Freedom and opportunity are the salient reasons America is a success in the world. That heritage is the birthright of American citizens. But the horizon of freedom and opportunity is receding for the current generation of the young. Unfortunately, most of them don't even know it.
The headlines are full of fake priorities. Instead of reports about the real economy--how people assess the chances for getting ahead in this recession and after it--you have stories from Washington excoriating private sector executives who make what someone considers too much salary. Even if that were a problem, what business is it of the government's? And if it somehow is a legitimate government concern (for example, because the government is busy nationalizing various previously private corporations), why is it more deemed more important than the opposite issue--the disincentives for people of skill and talent to save and invest? Why is there so little focus on what it takes to get people who still have money to create wealth, add jobs and provide a way to pay off the mountain range of debt President Obama has raised up?
The younger generation is being asked to endorse new government programs--including the take over of health care by stealth--and are not being told that they will have to pay for it. They will pay either through higher payroll and income taxes or through the hidden tax of inflation. The only other option is to grow the economy fast enough to provide new sources of government revenue, but that option is being closed by the Obama Administration's high-tax, high regulation policies and its unremitting demonizing of business people.
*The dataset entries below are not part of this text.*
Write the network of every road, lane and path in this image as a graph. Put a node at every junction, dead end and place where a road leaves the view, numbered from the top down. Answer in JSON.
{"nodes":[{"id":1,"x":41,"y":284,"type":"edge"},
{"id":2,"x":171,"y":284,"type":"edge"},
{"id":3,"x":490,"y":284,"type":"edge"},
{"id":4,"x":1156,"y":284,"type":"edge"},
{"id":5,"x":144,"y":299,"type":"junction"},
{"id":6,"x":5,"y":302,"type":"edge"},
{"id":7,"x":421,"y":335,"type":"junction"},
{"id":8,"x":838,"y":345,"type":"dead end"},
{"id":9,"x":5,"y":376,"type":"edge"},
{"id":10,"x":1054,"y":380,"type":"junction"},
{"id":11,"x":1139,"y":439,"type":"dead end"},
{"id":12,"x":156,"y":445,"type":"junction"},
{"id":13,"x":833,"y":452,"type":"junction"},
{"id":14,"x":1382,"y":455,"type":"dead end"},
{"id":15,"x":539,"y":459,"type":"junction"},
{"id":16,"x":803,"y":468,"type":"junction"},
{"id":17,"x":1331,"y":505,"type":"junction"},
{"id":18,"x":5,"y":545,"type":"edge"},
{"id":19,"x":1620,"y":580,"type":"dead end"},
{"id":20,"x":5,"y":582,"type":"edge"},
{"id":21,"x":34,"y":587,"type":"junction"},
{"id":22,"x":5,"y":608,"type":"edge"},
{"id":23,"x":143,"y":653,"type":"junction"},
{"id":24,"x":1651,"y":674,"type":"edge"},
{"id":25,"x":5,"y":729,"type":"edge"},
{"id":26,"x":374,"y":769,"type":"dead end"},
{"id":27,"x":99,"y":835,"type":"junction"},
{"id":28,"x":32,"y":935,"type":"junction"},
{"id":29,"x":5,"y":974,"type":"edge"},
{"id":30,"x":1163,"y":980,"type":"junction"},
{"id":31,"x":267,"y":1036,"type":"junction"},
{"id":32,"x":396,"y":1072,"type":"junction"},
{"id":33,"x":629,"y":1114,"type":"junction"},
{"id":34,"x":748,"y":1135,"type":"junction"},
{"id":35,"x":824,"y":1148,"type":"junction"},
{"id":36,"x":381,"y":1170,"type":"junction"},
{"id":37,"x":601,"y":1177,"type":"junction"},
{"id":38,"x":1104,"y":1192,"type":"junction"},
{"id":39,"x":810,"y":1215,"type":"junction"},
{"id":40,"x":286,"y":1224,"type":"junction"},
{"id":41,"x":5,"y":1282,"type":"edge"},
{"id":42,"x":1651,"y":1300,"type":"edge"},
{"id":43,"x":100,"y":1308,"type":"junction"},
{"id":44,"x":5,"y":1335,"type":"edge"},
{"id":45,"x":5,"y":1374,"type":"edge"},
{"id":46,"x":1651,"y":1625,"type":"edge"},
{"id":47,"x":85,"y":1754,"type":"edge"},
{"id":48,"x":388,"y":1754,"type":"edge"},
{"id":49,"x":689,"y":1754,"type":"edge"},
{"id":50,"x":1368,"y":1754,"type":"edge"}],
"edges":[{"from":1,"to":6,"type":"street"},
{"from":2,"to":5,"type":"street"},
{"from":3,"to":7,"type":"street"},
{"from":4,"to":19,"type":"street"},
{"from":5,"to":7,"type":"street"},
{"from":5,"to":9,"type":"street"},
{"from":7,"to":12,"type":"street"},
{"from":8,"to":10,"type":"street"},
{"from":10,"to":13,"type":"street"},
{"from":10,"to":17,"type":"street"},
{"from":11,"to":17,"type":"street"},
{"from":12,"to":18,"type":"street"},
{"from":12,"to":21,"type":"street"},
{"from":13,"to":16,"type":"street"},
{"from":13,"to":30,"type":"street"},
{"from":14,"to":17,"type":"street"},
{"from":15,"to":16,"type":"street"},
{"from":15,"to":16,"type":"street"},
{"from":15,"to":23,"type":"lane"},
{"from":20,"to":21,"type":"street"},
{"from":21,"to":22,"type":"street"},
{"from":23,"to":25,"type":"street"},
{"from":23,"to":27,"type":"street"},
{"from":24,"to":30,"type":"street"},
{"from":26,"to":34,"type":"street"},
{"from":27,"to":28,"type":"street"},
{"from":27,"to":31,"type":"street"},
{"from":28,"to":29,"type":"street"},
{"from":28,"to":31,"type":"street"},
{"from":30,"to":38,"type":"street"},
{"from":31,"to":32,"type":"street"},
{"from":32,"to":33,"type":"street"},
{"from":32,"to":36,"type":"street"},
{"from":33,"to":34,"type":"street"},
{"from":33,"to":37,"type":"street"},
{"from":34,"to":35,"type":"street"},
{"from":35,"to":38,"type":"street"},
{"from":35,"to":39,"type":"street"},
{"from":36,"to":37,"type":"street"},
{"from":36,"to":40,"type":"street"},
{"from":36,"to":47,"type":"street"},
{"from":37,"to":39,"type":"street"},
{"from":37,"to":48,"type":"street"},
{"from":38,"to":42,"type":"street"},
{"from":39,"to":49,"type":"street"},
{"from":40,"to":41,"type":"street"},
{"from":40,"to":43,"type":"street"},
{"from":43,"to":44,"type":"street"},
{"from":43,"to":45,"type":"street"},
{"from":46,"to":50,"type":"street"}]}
Mark Steyn asked a week or two ago (in National Review) how the generation now being born can handle all the new debt being piled up when the next generation, in plain fact, isn't big enough--the age cohort is too small--to do the job.
Ask yourself: how many children have you had? (Remember, the replacement rate is technically, 2.1 children per woman.) How many of those--and those of your friends--are getting married and having children themselves? Of those, how many are applying themselves to the study and hard work that will provide a living as high or higher than that which you have achieved?
Do the math. It doesn't pencil out when you are looking at the country as a whole. Even immigration doesn't solve the problem, since most immigrants are not educated for the jobs of the future.
So, you have a population too small to carry the burden being placed on them and unequipped to shoulder it anyhow. Then you adopt tax and regulatory policies that discourage rather than encourage enterprise and economic growth. And guess what? You get a rather more bleak future than people have faced in a very long time.
We can get over this, but it won't be easy or painless and it won't happen with the present media slant that misinforms the people about what is really going on. The beginning of constructive change is honesty about our problems.
Sadly, the generation whose hopes are being blighted is the generation that has been most successfully bamboozled about the present reality.